[EXERCISE INPUT Boundary: Start]

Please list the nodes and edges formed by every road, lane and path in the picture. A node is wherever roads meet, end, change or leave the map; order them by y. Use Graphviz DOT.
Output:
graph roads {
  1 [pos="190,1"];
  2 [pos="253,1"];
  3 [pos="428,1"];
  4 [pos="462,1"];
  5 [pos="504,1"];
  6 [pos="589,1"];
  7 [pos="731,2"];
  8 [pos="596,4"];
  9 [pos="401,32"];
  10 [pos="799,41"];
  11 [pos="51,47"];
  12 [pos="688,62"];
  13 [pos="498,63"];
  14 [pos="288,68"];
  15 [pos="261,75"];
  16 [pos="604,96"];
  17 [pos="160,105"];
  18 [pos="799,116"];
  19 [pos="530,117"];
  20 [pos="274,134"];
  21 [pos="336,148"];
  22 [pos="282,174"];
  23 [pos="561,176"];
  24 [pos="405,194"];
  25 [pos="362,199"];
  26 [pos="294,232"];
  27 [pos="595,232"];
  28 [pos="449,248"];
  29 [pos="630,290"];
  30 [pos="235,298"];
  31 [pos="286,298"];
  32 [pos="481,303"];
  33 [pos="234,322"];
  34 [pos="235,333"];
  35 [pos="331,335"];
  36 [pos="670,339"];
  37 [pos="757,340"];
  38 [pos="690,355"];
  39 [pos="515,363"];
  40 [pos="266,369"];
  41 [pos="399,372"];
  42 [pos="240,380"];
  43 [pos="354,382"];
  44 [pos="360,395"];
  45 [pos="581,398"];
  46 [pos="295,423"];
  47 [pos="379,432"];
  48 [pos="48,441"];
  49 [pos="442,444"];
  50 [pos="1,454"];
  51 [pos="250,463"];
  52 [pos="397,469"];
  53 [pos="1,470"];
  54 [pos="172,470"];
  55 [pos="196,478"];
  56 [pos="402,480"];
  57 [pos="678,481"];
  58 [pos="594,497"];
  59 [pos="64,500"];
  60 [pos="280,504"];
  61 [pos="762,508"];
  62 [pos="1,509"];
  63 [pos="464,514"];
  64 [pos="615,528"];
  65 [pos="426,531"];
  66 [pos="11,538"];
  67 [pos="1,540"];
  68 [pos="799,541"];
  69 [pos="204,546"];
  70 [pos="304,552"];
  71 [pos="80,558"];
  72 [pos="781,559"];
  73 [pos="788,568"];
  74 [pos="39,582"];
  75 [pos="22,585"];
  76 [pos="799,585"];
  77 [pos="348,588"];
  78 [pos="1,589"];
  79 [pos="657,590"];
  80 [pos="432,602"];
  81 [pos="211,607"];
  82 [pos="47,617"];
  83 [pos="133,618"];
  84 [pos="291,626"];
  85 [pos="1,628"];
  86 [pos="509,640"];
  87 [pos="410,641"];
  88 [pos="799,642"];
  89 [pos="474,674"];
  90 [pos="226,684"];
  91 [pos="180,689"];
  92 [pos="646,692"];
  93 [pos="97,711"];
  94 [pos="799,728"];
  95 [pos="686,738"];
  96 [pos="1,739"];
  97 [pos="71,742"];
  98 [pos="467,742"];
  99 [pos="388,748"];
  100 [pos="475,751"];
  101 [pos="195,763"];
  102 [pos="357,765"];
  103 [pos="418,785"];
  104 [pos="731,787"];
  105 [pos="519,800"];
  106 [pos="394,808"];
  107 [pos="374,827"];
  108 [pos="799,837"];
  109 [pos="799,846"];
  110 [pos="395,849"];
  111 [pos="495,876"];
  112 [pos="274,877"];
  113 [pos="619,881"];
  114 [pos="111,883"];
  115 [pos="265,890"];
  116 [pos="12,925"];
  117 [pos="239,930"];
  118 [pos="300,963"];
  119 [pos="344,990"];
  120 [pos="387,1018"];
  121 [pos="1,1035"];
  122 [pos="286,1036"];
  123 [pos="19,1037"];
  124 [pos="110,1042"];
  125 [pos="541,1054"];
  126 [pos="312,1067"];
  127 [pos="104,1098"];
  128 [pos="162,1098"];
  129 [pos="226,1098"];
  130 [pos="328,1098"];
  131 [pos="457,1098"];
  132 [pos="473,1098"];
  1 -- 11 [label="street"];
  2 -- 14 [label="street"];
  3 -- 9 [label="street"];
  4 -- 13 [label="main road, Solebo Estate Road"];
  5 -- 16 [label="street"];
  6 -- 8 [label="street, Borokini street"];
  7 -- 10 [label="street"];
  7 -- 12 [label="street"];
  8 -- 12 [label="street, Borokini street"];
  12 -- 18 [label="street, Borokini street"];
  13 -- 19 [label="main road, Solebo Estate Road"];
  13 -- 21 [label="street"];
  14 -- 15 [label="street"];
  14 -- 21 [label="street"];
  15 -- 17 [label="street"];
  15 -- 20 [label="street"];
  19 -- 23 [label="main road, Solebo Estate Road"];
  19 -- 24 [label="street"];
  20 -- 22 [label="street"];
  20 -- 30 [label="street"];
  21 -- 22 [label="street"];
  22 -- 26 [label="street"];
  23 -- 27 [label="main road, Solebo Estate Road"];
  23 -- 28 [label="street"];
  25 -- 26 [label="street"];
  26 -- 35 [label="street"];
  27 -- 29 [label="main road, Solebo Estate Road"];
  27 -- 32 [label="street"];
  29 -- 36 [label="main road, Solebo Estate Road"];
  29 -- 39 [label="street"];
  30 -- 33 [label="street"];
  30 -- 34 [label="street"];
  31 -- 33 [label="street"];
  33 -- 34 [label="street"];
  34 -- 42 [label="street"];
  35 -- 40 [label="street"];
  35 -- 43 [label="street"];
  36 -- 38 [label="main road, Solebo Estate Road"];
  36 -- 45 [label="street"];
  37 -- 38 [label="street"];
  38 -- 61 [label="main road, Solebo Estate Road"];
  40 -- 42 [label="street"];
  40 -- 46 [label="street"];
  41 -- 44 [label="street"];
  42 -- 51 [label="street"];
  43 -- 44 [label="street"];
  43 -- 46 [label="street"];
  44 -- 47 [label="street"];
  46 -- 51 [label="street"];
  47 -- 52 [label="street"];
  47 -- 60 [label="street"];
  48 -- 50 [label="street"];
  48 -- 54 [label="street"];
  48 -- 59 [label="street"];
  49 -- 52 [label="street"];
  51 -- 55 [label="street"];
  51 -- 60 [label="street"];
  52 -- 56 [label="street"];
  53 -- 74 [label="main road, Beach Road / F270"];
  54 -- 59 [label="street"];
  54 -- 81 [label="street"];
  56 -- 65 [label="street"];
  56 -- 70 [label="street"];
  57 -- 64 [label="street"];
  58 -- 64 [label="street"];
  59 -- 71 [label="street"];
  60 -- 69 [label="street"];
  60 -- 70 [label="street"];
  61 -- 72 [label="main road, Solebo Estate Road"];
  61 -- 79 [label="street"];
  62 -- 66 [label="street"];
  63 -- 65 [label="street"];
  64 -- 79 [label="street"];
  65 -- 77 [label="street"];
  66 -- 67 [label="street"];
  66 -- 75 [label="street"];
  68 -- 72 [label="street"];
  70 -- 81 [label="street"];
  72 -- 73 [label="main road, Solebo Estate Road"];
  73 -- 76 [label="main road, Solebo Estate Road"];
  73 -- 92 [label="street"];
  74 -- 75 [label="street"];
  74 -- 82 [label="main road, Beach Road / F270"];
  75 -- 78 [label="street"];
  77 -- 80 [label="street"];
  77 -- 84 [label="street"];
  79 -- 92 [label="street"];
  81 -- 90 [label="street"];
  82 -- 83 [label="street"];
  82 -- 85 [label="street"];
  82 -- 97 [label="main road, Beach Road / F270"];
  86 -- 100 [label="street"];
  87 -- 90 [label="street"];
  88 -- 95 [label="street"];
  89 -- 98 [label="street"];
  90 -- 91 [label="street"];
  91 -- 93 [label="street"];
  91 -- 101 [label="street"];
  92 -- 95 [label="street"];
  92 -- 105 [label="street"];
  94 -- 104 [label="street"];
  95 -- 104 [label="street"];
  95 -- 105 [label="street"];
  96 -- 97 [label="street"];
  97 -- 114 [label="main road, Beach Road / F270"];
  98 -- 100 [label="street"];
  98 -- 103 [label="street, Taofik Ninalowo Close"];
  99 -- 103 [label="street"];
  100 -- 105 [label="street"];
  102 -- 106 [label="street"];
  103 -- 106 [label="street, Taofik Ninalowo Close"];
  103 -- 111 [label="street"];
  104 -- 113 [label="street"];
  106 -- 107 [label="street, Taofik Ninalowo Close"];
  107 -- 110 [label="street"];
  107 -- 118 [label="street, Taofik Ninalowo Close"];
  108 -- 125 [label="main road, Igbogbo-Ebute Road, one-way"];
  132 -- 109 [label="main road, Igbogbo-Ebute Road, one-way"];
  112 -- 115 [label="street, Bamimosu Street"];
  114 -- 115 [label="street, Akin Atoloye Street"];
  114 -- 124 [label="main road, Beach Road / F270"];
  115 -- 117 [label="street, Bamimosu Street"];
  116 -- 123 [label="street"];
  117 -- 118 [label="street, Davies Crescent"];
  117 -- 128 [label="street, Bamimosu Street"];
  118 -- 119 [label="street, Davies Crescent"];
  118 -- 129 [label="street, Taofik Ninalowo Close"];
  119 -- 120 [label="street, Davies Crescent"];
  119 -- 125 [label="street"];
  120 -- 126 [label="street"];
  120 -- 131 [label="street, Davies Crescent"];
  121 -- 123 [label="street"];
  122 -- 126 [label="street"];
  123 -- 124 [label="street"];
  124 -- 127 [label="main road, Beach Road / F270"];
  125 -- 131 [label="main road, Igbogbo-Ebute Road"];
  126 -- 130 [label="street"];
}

[EXERCISE INPUT Boundary: End]

*WHAT YOU ARE ASKED TO DO*: Some lines in the data above hold the string "roads". Find and copy each of them.

*RESULT*:
Please list the nodes and edges formed by every road, lane and path in the picture. A node is wherever roads meet, end, change or leave the map; order them by y. Use Graphviz DOT.
graph roads {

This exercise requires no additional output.